One approach she doesn’t think will be economically viable without the framework is onboard carbon capture. This tech, which traps carbon dioxide from a ship’s exhaust system before it’s released into the atmosphere, is being explored by startups including Seabound — which I reported on last year — and Value Maritime, as well as more established companies such as Mitsubishi and Wartsila. “A lot of the carbon capture technologies have not yet solved for how to turn that captured carbon into a valuable resource, and how to get it off the boat, put it in a pipeline, and sell it,” Danaher told me.” The economic incentive just isn't there without the IMO.”

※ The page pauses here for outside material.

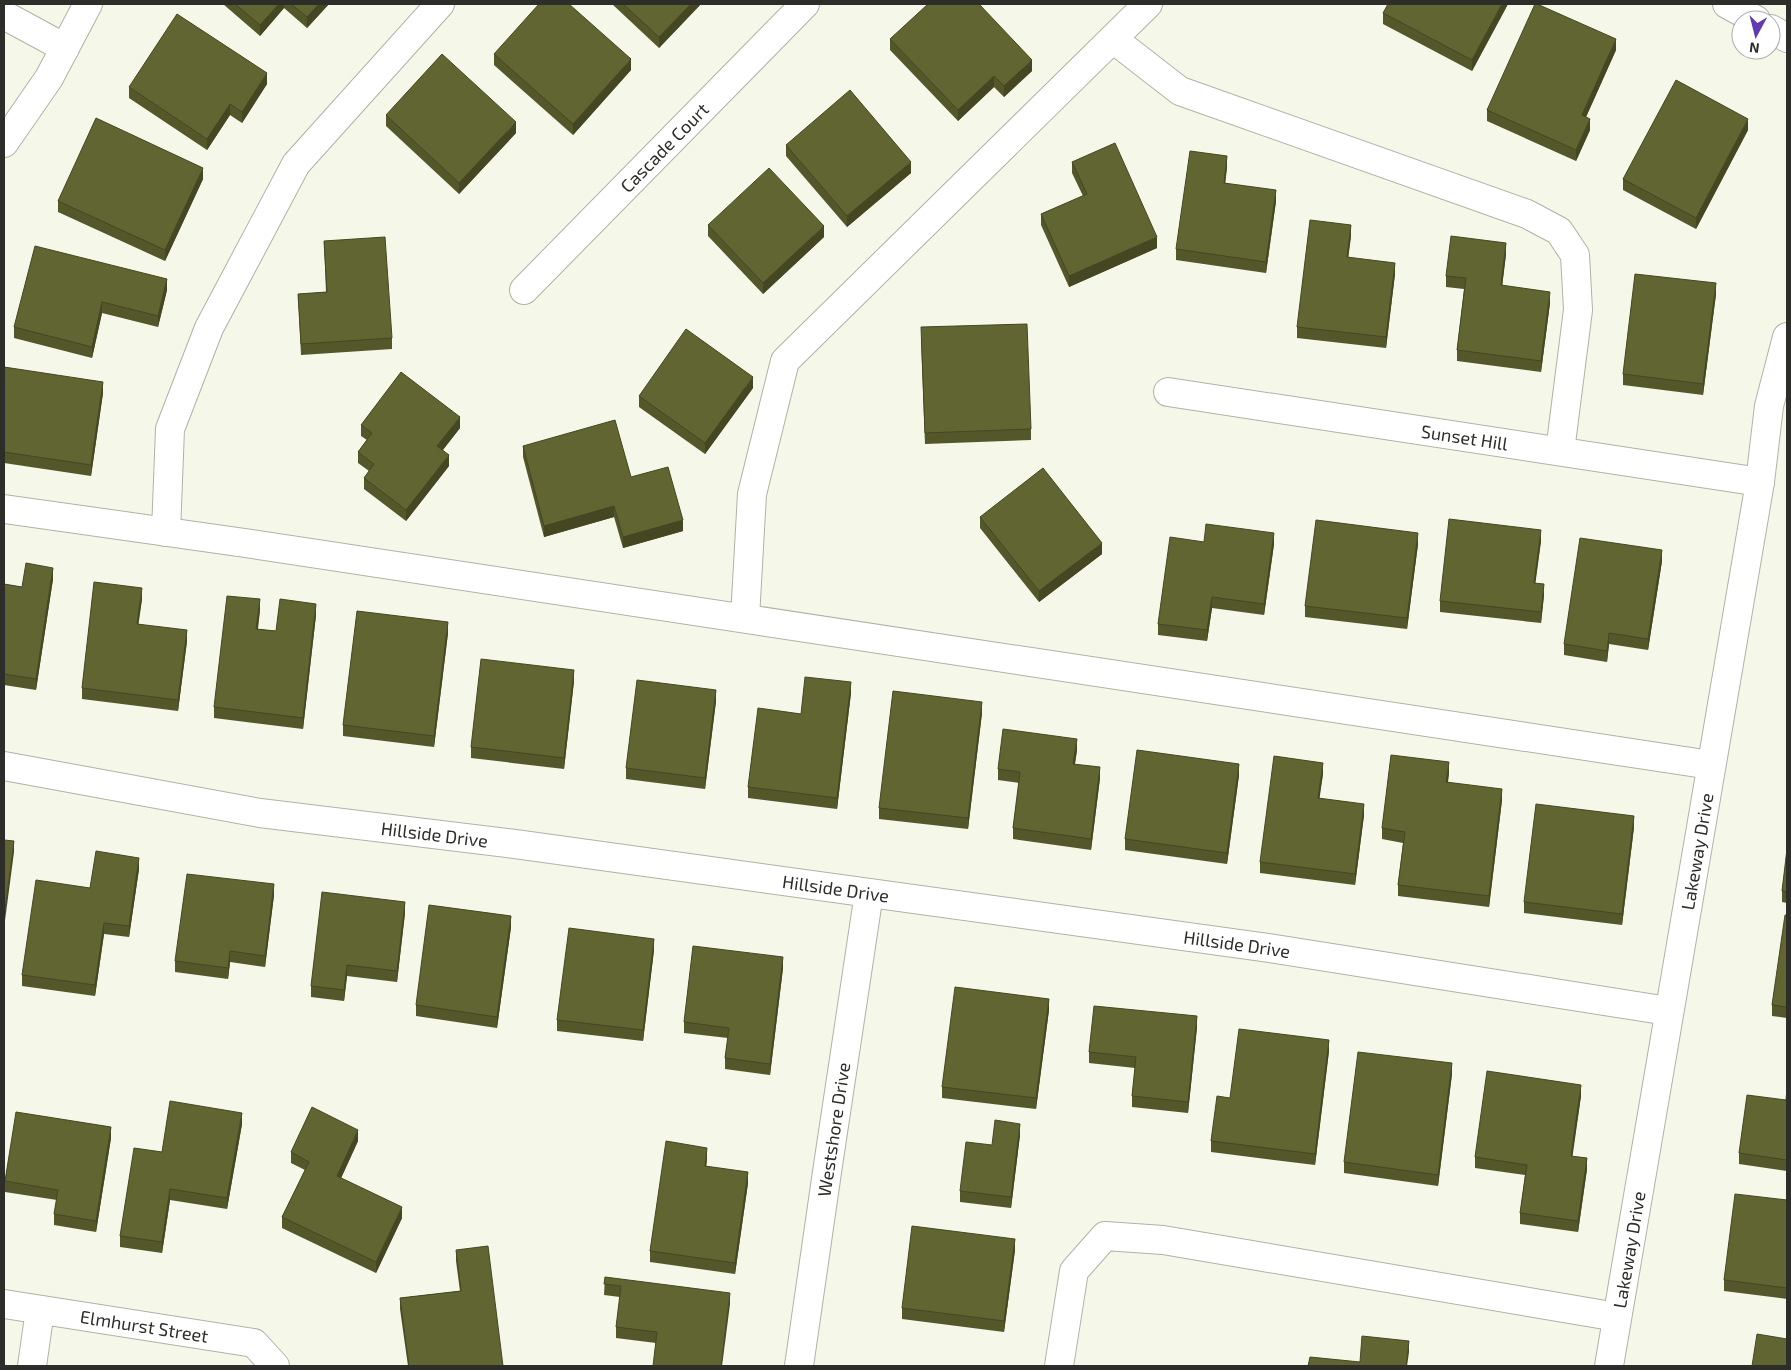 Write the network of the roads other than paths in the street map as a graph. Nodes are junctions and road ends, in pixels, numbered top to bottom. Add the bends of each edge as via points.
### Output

At the same time, when I talked to one of Seabound’s backers — Clea Kolster, of Lowercarbon Capital — last year, she told me that when it comes to cargo shipping, “carbon capture is probably the only way that you can get a meaningful amount of emissions reductions in any near term way.” And it’s true that alternative fuels will take a while to scale up, so if the framework is ultimately adopted, carbon capture may still have an important role to play — at least that’s what investors and startups alike are banking on. “Everybody's talking about carbon capture in anticipation of this getting adopted,” Danaher told me. “All these vessels are going to be old, they’re going to need to comply, and they’re not going to be able to comply fast enough,” she said.

Amidst the turmoil, one silver lining is that interest in maritime innovation and efficiency appears to be increasing regardless of global frameworks. For one, the surge in global military spending has underscored this tech’s potential for dual-use applications. “A lot of wars happen in and around the oceans, because that’s where we intersect each other the most.” Danaher told me. Many of S2G’s investments in ocean tech have received additional backing from governments and defense agencies looking to make their fleets more efficient, energy resilient, and secure. “Every single one of our ocean tech companies, one of their customers is the government, or many governments,” she said.

It’s an important reminder that there are many practical reasons for investors and states alike to support a decarbonization agenda, regardless of whether the U.S. is on board or not. But a global system of carrots and sticks sure wouldn’t hurt either. And now, we face the uneasy prospect of waiting another year to see whether the shipping industry will resist the Trump-era pushback or abandon its collective ambitions for a decarbonized future.